James Laws If the listeners take away anything that lasts that lasts a little bit, I hope they take that to heart just to be authentically who you are and find joy and delight even in the seriousness of your endeavors of wanting to change the world, that both do not have to be in opposition of the other.

And to that any PR firm that would say that they find a different business course, it’s a that’s not the right.

Sherry, thank you so much for taking the time to be on the show with me. I want to give you the last word. Is there anything that you’d like our listeners to know how to find you or anything like that?

Dr. Sherry Walling Oh, you can you can find me on the Internet. Yeah. So the new book is called Touching Two Worlds, and that will come out in July, but we’ll start kind of our pre-launch campaign and making some noise about it probably at the end of March. So by the time this episode comes out, hopefully touching two worlds dot com will be alive and well, and you can learn about all the things that we’re doing around that book.

And then for my other endeavors, my life as an entrepreneurial psychologist, you can find me at Sherry Walling or at Zen Founder, which is also the name of the podcast. So thank you so much, James. It’s so delightful. To be with you. And I’m so glad that you are hosting these conversations because I think people can spend their lives being really busy and not really asking these questions about what it means to be fulfilled.

And I think these are these are the real questions. So I’m glad you’re engaging a community around asking them. Thank you.

James Laws I appreciate you being on the show. And we will, of course, try to have you on again in the future. But thank you for being on the show.

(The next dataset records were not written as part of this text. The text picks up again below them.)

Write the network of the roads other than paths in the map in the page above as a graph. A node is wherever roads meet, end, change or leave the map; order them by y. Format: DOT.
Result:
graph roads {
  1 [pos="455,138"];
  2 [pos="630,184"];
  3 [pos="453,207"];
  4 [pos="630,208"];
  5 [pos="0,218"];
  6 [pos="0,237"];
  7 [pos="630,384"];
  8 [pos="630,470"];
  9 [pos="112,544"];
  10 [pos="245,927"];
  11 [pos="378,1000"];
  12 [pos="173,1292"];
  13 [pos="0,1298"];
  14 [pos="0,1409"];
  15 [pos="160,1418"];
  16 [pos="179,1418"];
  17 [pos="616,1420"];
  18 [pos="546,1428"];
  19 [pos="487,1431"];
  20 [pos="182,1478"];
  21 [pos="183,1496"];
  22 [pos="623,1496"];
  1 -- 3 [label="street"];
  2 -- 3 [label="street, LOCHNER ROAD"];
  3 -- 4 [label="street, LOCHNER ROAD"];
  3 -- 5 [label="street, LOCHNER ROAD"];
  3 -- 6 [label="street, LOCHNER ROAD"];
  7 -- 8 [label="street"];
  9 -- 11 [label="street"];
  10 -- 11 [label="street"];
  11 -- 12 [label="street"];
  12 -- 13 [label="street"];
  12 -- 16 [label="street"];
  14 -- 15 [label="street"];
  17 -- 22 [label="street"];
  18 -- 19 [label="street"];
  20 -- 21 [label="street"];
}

Yeah, I always come away from a conversation with Sherry, like I’ve just had a great therapy session and this episode was no different. I want to thank her again for being my guest on this episode, and I hope you got something from it.

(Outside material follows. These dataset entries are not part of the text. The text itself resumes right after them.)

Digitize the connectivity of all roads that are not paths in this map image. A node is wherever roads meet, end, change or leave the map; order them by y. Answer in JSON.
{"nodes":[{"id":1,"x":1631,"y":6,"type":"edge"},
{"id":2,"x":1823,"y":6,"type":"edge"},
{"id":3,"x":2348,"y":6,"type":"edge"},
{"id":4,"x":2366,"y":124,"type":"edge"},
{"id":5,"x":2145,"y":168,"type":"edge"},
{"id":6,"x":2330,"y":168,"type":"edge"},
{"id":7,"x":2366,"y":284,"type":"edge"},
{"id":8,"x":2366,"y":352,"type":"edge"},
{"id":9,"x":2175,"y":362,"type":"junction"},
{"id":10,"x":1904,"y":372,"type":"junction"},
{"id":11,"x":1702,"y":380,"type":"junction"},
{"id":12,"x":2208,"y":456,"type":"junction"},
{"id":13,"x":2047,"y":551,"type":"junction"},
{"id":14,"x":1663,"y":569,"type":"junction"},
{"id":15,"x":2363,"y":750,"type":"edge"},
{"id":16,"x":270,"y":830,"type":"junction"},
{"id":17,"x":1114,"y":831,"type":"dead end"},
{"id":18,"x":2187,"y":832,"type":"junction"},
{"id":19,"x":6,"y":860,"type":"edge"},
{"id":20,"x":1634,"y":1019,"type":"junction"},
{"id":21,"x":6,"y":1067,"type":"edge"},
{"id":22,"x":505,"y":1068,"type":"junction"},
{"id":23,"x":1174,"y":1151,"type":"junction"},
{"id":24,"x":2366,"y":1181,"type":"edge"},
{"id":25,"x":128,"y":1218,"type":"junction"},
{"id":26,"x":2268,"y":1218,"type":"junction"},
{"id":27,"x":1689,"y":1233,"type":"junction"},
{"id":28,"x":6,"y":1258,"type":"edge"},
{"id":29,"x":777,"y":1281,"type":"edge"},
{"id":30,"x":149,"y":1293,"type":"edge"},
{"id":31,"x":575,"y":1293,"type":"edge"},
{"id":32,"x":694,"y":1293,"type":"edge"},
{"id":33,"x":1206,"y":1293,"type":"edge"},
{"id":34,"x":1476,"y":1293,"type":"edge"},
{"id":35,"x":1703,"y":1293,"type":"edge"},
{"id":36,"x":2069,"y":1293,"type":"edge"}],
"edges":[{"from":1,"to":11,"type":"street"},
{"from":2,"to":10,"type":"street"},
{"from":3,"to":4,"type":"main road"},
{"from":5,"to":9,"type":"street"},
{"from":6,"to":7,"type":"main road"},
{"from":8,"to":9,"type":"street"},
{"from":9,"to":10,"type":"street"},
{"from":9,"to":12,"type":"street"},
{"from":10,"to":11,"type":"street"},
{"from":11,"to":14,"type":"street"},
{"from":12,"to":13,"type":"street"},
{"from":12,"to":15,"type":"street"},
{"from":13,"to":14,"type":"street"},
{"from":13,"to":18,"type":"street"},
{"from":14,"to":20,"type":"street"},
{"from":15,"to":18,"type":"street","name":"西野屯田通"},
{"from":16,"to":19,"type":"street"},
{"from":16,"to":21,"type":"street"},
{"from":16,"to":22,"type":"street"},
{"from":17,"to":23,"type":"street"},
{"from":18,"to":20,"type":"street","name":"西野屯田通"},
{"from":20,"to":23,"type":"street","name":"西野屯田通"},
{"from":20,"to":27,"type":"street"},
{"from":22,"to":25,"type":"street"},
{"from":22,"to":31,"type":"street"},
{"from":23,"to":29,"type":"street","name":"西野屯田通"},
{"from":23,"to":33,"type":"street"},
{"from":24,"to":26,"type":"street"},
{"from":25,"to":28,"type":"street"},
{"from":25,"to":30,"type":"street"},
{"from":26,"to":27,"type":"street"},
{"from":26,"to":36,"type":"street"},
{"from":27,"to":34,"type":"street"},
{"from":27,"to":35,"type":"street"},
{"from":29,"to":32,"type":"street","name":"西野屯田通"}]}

Everything we mentioned, including the fullscreen transcript of the show, is available over on our website, and you can access it anytime by visiting leadingtofulfillment.com/007.

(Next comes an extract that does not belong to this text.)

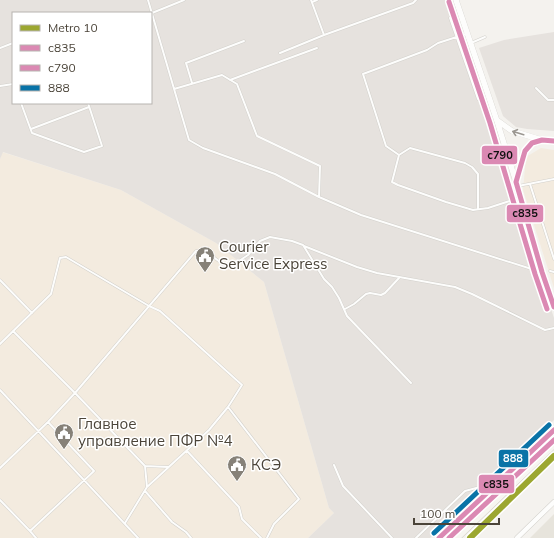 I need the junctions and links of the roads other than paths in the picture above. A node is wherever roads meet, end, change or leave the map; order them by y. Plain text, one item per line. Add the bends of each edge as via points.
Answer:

There is no question that the past couple of years have been filled with change, transition and loss And in my conversation with Sherry, she gave us some ideas and tools to start the journey of processing some of that.

One of her suggestions, I think, is one that I personally think we need to normalize, and that’s the idea of a regular session with a trained therapist. Therapy isn’t only for when you’re dealing with a mental health crisis. We get checkups at the doctor for our physical health, regular checkups at the dentist and eye doctor to make sure that everything in works and looks like it’s supposed to.

We even take our cars to get regular maintenance to make sure that they will run well for as long as possible. Why in the world would we do any less for our mental well-being, our mental emotional states are complex and just as prone to going haywire as anything else. There is so much deep within you yearning to be discovered and nurtured the right therapist can help you do that.

I know that being able to see a therapist is a privilege that not everyone has. It’s usually not free, and it can be hard to get out of the work during office hours. That being said, the benefits are staggering, and if you’re privileged enough to be able to see a therapist, I highly recommend it.

Thanks for listening and I hope you’ll join me on the next episode of Leading to Fulfillment.